- _Required action_:
In the records below, how many lines hold the word "roads"? Give only the number.

- _Data records_:

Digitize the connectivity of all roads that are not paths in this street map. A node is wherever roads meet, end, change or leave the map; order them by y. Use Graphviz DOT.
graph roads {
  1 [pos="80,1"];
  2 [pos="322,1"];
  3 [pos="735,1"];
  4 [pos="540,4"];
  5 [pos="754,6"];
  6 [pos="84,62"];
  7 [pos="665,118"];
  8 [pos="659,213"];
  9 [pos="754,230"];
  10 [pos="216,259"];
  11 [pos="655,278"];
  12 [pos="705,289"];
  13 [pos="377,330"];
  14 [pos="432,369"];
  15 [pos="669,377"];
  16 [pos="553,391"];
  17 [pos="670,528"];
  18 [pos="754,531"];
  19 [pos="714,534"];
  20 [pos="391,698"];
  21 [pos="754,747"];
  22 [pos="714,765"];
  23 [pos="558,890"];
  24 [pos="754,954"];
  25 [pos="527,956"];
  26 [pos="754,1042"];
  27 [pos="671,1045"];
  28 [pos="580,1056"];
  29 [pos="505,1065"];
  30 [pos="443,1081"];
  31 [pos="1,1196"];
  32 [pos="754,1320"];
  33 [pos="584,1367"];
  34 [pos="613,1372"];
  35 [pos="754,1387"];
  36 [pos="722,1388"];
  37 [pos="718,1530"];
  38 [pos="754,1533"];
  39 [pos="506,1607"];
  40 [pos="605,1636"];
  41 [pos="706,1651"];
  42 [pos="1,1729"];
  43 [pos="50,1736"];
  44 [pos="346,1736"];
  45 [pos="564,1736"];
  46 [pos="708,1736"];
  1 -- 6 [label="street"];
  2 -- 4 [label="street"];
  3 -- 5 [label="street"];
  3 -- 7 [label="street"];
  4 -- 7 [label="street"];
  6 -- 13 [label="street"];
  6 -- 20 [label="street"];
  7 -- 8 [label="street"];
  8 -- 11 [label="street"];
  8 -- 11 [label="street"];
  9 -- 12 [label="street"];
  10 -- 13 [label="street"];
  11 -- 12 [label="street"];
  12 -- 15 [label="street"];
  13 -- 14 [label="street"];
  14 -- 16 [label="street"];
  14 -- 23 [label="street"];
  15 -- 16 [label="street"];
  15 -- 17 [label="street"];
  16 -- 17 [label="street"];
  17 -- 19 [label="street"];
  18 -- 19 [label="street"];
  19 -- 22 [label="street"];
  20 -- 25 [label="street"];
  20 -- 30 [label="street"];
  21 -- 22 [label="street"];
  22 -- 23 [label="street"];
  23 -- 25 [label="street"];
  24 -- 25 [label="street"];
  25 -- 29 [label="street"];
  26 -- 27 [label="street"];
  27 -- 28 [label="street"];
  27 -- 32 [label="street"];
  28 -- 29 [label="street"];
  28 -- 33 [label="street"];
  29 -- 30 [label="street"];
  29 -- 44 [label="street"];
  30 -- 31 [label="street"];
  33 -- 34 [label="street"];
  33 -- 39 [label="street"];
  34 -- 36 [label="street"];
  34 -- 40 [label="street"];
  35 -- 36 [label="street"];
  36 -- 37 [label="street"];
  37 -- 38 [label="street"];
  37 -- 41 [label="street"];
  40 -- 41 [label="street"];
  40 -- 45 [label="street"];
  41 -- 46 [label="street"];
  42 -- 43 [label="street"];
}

- _Exercise solution_:
2